Would you write out the data below exactly, with every line intact?

Data to examine –
---

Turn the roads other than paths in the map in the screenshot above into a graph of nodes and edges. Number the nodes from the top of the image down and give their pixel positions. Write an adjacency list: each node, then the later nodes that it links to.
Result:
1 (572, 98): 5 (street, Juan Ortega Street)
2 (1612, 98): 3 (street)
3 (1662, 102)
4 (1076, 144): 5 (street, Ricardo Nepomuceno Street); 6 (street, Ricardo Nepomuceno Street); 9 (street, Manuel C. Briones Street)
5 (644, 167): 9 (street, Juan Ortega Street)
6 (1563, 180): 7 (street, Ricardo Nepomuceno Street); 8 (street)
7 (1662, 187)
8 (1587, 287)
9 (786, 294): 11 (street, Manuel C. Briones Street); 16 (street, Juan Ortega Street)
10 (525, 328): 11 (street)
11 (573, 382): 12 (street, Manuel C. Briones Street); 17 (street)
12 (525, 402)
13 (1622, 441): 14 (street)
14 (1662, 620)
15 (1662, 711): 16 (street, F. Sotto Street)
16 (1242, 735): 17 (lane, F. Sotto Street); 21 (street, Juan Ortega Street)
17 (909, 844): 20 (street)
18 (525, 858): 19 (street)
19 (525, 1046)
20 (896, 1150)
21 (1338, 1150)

---

Solution to the problem –
Turn the roads other than paths in the map in the screenshot above into a graph of nodes and edges. Number the nodes from the top of the image down and give their pixel positions. Write an adjacency list: each node, then the later nodes that it links to.
Result:
1 (572, 98): 5 (street, Juan Ortega Street)
2 (1612, 98): 3 (street)
3 (1662, 102)
4 (1076, 144): 5 (street, Ricardo Nepomuceno Street); 6 (street, Ricardo Nepomuceno Street); 9 (street, Manuel C. Briones Street)
5 (644, 167): 9 (street, Juan Ortega Street)
6 (1563, 180): 7 (street, Ricardo Nepomuceno Street); 8 (street)
7 (1662, 187)
8 (1587, 287)
9 (786, 294): 11 (street, Manuel C. Briones Street); 16 (street, Juan Ortega Street)
10 (525, 328): 11 (street)
11 (573, 382): 12 (street, Manuel C. Briones Street); 17 (street)
12 (525, 402)
13 (1622, 441): 14 (street)
14 (1662, 620)
15 (1662, 711): 16 (street, F. Sotto Street)
16 (1242, 735): 17 (lane, F. Sotto Street); 21 (street, Juan Ortega Street)
17 (909, 844): 20 (street)
18 (525, 858): 19 (street)
19 (525, 1046)
20 (896, 1150)
21 (1338, 1150)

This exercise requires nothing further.